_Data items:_
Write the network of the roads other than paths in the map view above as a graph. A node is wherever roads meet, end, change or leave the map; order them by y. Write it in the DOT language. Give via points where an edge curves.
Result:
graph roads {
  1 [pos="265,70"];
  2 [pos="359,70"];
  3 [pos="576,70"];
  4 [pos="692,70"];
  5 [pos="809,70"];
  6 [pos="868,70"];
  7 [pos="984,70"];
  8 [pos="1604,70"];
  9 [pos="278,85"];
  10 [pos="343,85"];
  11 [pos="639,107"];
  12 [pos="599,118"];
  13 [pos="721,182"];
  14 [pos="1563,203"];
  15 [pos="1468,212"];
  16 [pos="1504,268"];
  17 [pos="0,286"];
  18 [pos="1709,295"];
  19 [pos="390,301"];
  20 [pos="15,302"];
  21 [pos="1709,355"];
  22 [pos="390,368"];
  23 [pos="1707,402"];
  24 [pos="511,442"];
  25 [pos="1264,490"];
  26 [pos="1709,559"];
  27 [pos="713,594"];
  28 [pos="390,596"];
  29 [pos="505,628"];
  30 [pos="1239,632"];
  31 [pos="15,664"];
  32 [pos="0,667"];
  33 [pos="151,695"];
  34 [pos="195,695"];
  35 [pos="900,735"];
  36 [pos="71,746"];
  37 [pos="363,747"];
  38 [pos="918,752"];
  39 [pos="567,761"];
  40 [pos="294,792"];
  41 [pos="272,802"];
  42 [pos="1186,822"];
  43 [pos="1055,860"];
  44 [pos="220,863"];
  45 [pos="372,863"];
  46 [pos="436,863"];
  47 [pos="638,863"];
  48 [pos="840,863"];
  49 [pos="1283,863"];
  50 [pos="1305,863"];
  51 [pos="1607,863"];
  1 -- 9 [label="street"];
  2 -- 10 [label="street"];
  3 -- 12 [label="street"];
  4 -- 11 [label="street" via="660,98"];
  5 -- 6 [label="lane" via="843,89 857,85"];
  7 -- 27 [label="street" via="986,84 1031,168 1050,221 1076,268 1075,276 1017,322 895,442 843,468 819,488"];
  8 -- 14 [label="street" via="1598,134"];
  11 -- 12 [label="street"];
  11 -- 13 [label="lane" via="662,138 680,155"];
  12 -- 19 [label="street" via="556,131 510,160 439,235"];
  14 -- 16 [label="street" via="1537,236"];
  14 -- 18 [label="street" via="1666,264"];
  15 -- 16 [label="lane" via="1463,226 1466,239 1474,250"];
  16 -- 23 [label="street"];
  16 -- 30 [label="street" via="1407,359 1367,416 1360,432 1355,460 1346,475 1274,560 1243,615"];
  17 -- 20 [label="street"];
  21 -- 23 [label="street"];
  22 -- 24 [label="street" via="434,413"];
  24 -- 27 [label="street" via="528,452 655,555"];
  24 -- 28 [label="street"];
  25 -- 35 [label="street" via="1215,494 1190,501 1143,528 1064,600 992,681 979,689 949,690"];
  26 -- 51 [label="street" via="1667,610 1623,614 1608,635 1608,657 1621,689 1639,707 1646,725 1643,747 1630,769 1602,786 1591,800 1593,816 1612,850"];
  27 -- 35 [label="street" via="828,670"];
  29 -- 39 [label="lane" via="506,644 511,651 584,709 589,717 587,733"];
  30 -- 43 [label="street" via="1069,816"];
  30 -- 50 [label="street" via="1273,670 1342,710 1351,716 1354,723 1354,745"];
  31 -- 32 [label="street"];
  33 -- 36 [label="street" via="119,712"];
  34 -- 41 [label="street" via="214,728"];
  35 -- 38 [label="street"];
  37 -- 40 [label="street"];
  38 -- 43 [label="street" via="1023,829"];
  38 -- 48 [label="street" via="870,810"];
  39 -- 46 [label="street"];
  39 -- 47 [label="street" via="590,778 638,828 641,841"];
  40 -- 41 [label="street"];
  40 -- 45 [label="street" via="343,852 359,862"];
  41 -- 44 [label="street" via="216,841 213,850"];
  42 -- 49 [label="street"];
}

_Try it:_ Please give the number of lines above containing "roads" and nothing else.

_Answer section:_ 2